Each line from the one holding "index pip: (337, 265)" to the last line below must be written out exactly, with no other output.

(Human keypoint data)
# # #
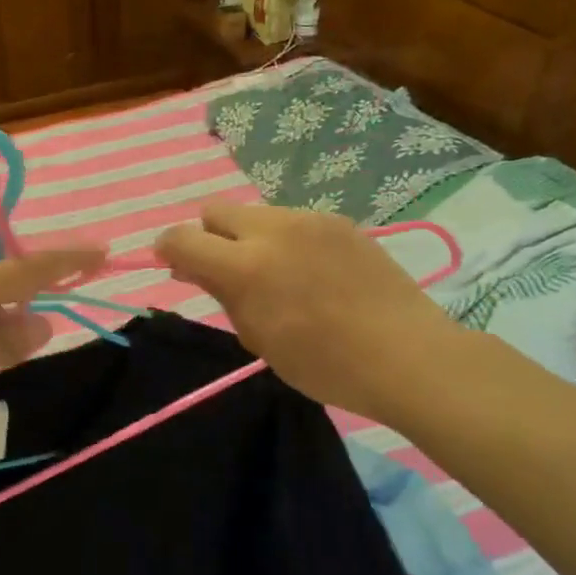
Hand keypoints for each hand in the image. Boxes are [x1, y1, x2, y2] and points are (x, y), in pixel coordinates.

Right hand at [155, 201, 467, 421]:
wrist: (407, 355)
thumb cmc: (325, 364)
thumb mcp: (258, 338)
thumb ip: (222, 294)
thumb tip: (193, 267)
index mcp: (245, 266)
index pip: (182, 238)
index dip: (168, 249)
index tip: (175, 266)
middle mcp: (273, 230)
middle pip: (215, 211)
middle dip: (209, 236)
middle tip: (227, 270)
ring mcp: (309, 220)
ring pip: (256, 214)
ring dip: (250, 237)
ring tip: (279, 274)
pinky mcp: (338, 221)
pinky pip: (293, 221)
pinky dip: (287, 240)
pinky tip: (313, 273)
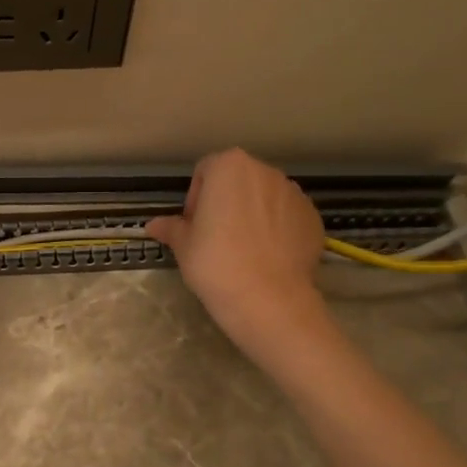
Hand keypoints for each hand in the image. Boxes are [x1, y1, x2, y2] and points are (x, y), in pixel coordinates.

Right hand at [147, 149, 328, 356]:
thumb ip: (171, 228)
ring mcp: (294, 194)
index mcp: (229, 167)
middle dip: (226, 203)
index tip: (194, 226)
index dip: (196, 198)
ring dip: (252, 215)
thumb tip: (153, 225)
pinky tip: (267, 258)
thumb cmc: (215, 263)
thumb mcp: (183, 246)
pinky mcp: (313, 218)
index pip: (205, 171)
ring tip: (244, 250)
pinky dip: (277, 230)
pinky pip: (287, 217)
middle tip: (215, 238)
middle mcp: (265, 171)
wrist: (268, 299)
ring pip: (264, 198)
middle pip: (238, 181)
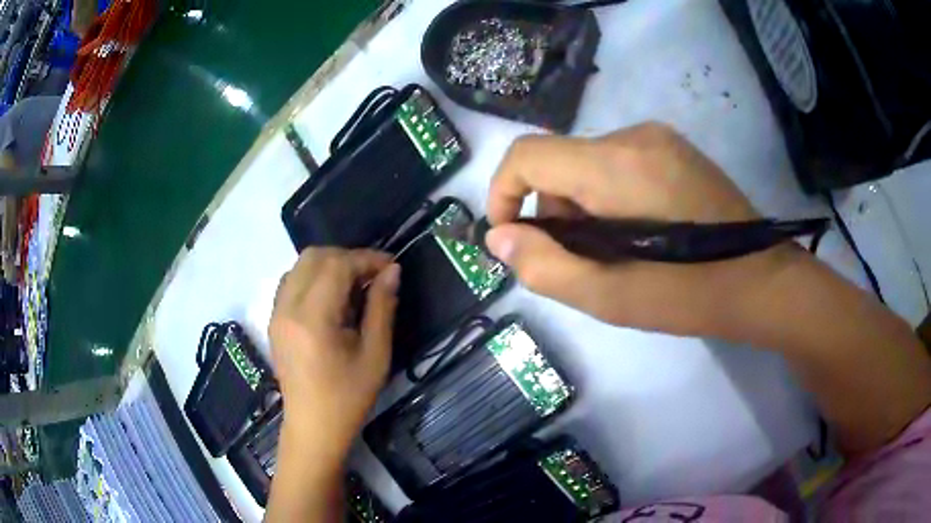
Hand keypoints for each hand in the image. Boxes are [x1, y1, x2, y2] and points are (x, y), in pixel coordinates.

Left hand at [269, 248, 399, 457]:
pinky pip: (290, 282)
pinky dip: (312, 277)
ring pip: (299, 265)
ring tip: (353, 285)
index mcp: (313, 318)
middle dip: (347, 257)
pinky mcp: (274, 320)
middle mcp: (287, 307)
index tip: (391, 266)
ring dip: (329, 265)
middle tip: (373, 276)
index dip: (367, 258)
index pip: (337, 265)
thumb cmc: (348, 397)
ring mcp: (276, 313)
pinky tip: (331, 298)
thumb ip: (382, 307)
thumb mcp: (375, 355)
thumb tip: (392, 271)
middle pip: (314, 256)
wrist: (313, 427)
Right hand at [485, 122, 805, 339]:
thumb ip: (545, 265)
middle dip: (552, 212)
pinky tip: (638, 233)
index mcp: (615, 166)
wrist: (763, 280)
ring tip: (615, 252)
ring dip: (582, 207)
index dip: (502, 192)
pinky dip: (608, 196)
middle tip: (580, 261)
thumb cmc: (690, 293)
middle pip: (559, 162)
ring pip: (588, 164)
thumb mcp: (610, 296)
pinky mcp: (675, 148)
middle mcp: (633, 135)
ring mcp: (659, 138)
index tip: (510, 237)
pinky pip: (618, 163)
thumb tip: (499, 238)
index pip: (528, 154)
# # #
**OUTPUT FOR THIS TASK:**
index pip: (337, 265)
thumb cmc: (348, 397)
ring mcp: (276, 313)
pinky tip: (331, 298)
thumb ip: (382, 307)
thumb mcp: (375, 355)
thumb tip: (392, 271)
middle pip: (314, 256)
wrist: (313, 427)
Right hand at [485, 122, 805, 339]:
thumb ip: (545, 265)
middle dip: (552, 212)
pinky tip: (638, 233)
index mcp: (615, 166)
wrist: (763, 280)
ring tip: (615, 252)
ring dip: (582, 207)
index dip: (502, 192)
pinky dip: (608, 196)
middle tip: (580, 261)
thumb cmc: (690, 293)
middle pip: (559, 162)
ring pip: (588, 164)
thumb mcp: (610, 296)
pinky mcp: (675, 148)
middle mcp: (633, 135)
ring mcp: (659, 138)
index tip: (510, 237)
pinky pip: (618, 163)
thumb tip: (499, 238)
index pip: (528, 154)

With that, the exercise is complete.